§ Action item: Check each line below for "ORGANIZATION" and report how many have it, nothing else.

§ Exercise data:
################
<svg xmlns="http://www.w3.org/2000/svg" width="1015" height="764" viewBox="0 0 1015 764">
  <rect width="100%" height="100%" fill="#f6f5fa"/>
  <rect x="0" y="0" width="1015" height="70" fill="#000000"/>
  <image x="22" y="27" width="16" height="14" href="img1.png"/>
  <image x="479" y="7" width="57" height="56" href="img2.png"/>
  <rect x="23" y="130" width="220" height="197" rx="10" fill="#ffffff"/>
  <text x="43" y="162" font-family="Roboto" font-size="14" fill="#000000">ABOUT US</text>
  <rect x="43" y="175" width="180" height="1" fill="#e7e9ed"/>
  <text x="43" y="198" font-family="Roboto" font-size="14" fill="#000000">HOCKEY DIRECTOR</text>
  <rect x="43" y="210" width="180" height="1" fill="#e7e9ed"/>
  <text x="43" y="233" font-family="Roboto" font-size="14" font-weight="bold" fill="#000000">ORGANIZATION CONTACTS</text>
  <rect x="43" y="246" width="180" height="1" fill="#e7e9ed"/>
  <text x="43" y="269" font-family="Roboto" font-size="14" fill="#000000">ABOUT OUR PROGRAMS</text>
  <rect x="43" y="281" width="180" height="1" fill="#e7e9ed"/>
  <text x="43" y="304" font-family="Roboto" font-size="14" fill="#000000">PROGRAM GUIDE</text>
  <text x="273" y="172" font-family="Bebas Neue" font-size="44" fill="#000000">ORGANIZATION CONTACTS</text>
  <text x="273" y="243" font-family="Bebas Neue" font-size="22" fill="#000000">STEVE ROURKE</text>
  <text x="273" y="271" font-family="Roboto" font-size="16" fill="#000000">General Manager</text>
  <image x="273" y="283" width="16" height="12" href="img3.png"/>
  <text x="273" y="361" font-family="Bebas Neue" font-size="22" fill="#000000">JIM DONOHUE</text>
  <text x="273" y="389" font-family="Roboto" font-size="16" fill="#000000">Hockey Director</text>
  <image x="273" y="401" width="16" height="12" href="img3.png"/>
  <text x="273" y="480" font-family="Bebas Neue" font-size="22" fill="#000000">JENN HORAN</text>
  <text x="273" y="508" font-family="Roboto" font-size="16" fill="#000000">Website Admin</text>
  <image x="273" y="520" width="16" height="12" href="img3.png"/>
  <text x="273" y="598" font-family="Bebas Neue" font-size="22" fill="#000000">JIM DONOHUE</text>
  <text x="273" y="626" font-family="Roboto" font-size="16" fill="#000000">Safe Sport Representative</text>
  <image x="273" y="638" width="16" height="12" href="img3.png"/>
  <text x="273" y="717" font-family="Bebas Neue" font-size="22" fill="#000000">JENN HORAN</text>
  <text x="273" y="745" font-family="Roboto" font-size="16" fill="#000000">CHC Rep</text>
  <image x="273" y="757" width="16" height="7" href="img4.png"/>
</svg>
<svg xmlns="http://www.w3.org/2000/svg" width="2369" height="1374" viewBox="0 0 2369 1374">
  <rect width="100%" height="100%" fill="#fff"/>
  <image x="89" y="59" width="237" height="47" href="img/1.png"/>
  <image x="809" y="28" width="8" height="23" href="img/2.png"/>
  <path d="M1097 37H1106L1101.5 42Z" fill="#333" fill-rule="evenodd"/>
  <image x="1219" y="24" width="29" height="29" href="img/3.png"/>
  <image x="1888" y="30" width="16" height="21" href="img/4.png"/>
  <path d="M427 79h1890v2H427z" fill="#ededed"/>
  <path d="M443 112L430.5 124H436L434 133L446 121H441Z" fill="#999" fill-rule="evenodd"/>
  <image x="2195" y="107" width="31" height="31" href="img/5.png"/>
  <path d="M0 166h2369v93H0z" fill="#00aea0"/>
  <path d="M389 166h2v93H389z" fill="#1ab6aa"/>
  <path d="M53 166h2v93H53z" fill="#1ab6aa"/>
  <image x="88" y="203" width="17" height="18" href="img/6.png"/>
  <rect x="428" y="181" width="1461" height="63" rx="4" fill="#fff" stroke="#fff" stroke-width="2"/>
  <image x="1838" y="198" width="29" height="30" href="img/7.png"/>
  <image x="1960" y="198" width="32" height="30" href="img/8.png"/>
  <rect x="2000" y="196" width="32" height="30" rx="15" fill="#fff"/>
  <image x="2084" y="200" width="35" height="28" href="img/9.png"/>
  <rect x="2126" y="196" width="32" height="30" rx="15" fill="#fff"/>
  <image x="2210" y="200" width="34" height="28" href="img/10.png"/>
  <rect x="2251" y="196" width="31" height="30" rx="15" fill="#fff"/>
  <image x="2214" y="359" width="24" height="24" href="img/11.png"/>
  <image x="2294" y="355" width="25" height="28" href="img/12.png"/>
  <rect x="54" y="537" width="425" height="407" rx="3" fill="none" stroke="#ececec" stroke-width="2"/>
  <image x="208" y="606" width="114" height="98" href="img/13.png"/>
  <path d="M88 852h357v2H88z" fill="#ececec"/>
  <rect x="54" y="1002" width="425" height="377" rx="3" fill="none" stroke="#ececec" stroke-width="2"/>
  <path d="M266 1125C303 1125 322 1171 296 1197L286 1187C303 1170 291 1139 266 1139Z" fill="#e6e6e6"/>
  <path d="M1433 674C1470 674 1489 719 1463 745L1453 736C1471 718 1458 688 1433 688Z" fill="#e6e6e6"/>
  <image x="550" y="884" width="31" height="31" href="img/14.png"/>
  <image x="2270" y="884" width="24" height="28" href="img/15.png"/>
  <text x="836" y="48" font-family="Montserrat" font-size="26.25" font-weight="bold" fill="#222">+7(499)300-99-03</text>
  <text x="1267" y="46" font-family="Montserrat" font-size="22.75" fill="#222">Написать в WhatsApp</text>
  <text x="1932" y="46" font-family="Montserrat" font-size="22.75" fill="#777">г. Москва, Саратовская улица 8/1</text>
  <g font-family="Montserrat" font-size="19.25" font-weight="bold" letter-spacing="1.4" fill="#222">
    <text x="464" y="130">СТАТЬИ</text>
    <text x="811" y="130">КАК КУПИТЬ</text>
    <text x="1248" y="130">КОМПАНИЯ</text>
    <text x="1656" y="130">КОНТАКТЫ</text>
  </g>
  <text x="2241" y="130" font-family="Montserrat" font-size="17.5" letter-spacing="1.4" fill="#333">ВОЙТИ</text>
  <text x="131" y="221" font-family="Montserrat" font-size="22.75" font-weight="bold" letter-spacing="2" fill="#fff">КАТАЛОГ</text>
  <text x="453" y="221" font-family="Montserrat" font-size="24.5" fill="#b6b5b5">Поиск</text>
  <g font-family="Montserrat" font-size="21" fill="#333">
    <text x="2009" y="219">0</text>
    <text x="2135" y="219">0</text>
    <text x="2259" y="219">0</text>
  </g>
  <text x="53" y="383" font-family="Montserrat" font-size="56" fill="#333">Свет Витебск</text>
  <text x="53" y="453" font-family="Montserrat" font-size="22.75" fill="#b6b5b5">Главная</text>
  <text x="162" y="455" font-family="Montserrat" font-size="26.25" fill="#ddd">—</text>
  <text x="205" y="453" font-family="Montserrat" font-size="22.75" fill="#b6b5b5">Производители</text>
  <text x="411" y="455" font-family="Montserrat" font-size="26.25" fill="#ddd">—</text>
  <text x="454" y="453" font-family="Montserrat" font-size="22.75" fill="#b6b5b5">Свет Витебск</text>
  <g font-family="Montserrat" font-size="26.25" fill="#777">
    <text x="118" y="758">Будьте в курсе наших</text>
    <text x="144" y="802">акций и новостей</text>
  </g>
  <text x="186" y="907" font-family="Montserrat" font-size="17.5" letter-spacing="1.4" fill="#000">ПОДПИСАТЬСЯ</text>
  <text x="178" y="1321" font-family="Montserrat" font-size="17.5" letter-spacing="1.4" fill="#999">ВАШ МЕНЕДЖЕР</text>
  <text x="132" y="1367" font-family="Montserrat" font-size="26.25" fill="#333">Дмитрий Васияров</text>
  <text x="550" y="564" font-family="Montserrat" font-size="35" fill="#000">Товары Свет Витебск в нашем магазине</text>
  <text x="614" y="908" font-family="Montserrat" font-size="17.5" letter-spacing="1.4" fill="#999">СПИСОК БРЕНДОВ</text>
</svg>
################
§ Response to the exercise: 2